Data for processing:

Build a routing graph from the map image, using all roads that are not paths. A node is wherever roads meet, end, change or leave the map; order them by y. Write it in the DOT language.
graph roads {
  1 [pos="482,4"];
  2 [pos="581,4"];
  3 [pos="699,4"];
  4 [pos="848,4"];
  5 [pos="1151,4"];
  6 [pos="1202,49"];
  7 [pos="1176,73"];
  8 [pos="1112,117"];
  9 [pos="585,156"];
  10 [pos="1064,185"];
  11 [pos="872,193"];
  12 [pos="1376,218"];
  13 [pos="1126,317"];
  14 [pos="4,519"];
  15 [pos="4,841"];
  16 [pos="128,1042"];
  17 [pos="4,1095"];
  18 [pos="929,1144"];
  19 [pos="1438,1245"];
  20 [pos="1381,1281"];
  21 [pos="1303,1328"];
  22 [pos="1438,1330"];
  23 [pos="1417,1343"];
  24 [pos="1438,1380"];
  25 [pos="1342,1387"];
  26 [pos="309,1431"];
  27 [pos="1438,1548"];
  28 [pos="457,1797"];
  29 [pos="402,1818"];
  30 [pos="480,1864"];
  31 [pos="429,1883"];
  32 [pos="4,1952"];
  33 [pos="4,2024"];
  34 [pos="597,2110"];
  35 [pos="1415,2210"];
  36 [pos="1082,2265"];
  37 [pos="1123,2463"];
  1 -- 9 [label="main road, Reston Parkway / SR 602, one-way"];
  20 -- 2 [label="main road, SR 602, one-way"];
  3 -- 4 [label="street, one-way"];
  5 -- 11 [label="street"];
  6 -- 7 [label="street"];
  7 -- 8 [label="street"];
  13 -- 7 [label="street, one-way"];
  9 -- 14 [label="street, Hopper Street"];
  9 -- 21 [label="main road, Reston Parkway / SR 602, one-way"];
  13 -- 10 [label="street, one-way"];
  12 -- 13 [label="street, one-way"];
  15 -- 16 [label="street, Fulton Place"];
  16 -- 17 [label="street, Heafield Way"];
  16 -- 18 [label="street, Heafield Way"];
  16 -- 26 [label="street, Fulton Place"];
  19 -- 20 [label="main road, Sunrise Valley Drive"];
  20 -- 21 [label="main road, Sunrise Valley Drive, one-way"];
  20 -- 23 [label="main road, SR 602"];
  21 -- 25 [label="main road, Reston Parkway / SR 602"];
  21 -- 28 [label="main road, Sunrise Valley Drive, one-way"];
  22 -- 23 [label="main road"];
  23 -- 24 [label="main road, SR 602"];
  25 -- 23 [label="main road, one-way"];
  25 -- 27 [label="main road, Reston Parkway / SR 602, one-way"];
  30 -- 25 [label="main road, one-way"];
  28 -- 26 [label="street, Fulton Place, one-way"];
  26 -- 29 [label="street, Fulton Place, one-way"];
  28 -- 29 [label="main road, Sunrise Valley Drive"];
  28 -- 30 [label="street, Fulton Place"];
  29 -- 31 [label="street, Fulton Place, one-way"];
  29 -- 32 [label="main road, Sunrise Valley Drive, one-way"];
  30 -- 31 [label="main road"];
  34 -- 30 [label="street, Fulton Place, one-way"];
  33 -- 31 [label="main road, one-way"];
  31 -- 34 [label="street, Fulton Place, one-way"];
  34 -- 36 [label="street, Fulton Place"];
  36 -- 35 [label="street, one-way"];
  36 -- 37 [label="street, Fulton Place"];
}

Goal of the exercise: Whenever a line of the data includes the word "Sunrise", show that line in full.

Response below:
  19 -- 20 [label="main road, Sunrise Valley Drive"];
  20 -- 21 [label="main road, Sunrise Valley Drive, one-way"];
  21 -- 28 [label="main road, Sunrise Valley Drive, one-way"];
  28 -- 29 [label="main road, Sunrise Valley Drive"];
  29 -- 32 [label="main road, Sunrise Valley Drive, one-way"];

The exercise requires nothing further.